Online social networking (e.g. Facebook) not only directly influences university students’ learning outcomes, but also helps the students attain social acceptance from others and adapt to university culture, both of which play prominent roles in improving their learning outcomes.
We find positive relationships between intensity of Facebook use and students’ life satisfaction, social trust, civic engagement, and political participation.
So, what are the cons, and at what point does Facebook make us unhappy?
Nonetheless, greater use of the Internet was associated with declines in participants’ communication with family members in the household, declines in the size of their social circle, and increases in their depression and loneliness.
- Friendly world syndrome of unfriendly comparisons
Referred to this effect as “friendly world syndrome”, where it seems like everybody is having a better time than you….on an average others have more friends and are more popular (additional theory)
- Passive content consumption on Facebook
When participants simply consumed a lot of content passively, Facebook had the opposite effect, lowering their feelings of connection and increasing their sense of loneliness.
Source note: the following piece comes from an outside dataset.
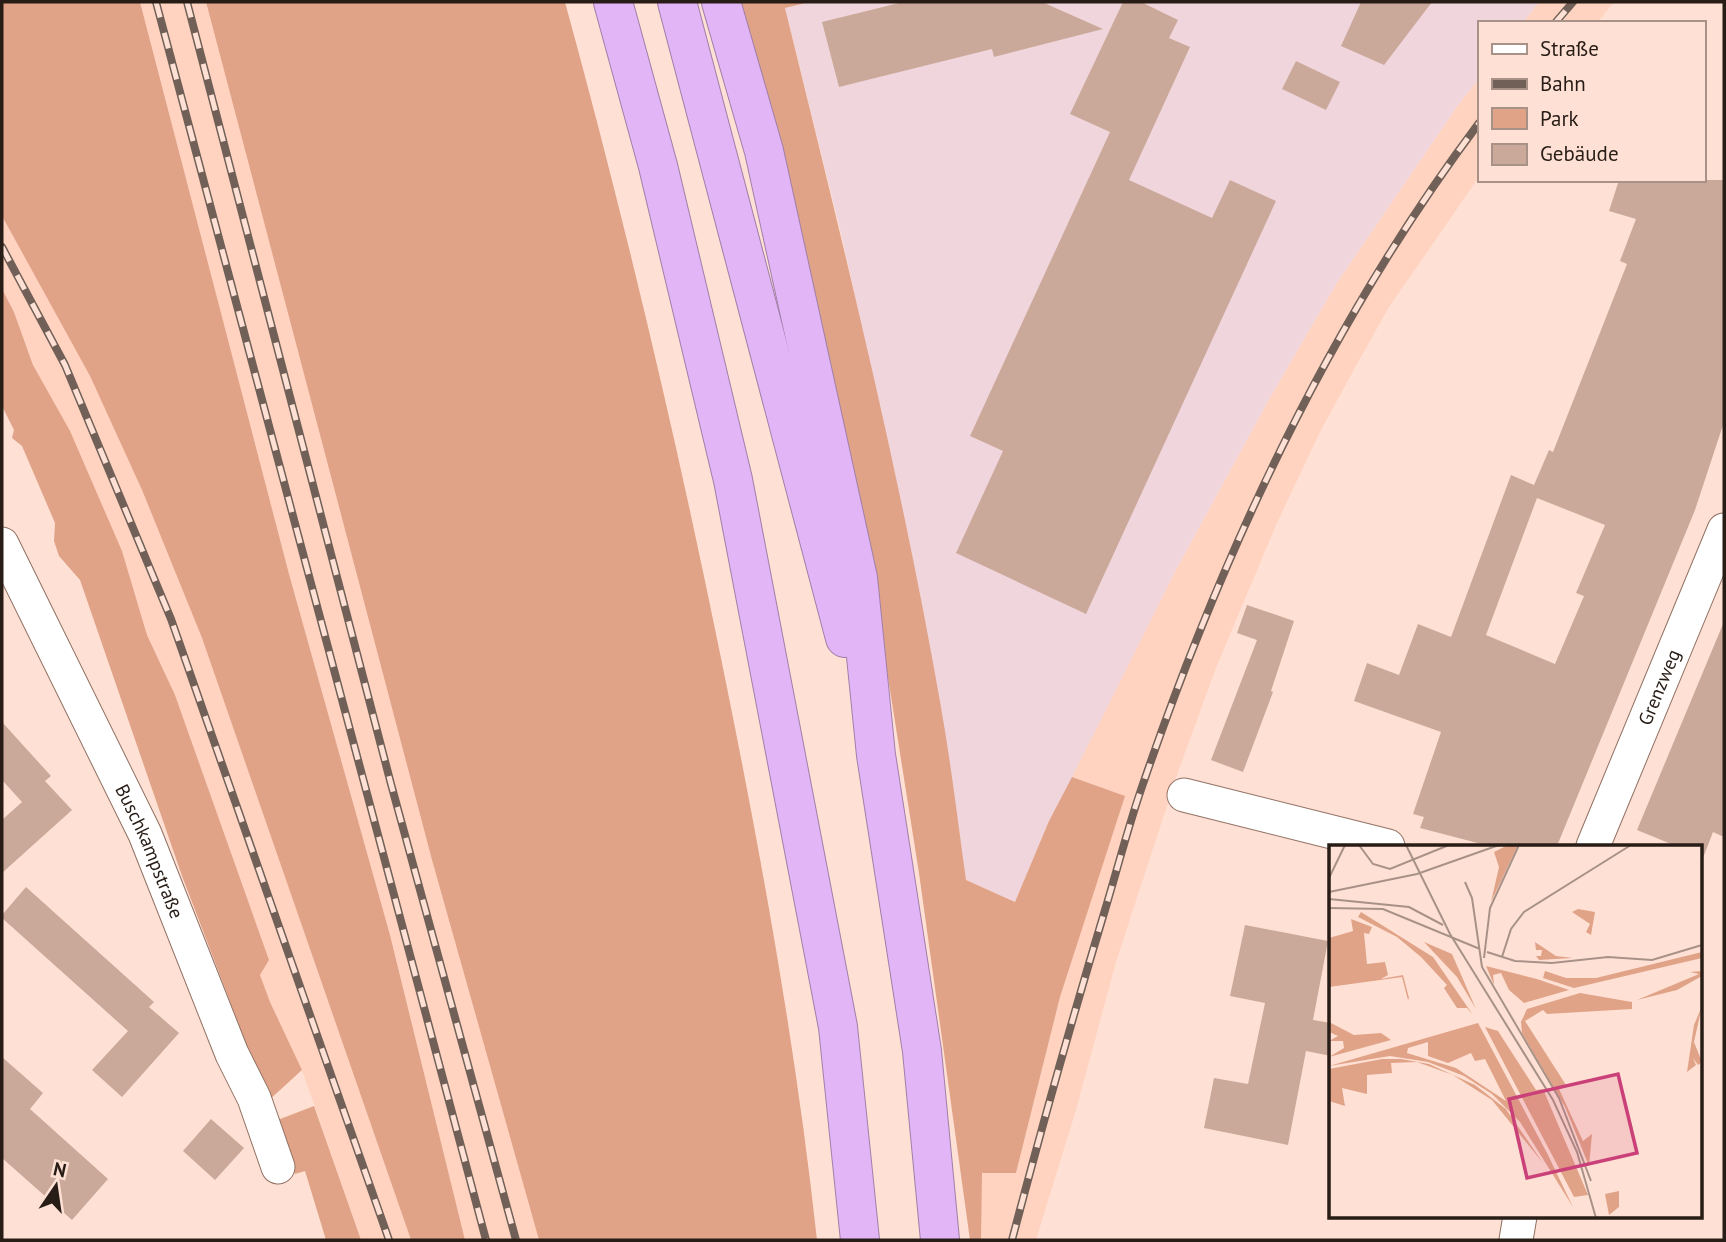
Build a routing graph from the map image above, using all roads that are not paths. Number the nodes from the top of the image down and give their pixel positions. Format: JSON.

I figured for me the unhappy parts were exactly right. I was feeling the whole world was on a beach while I sat quietly in my Munich apartment in a thunderstorm. I was also totally binging on random pictures of random people without so much as a need to say anything or even like them mildly. It was just making me feel voyeuristic. And somehow my social conditioning is such that, that makes me feel embarrassed. Although, going through pictures on Pinterest makes me feel inspired. Maybe it is the 6 degrees of separation.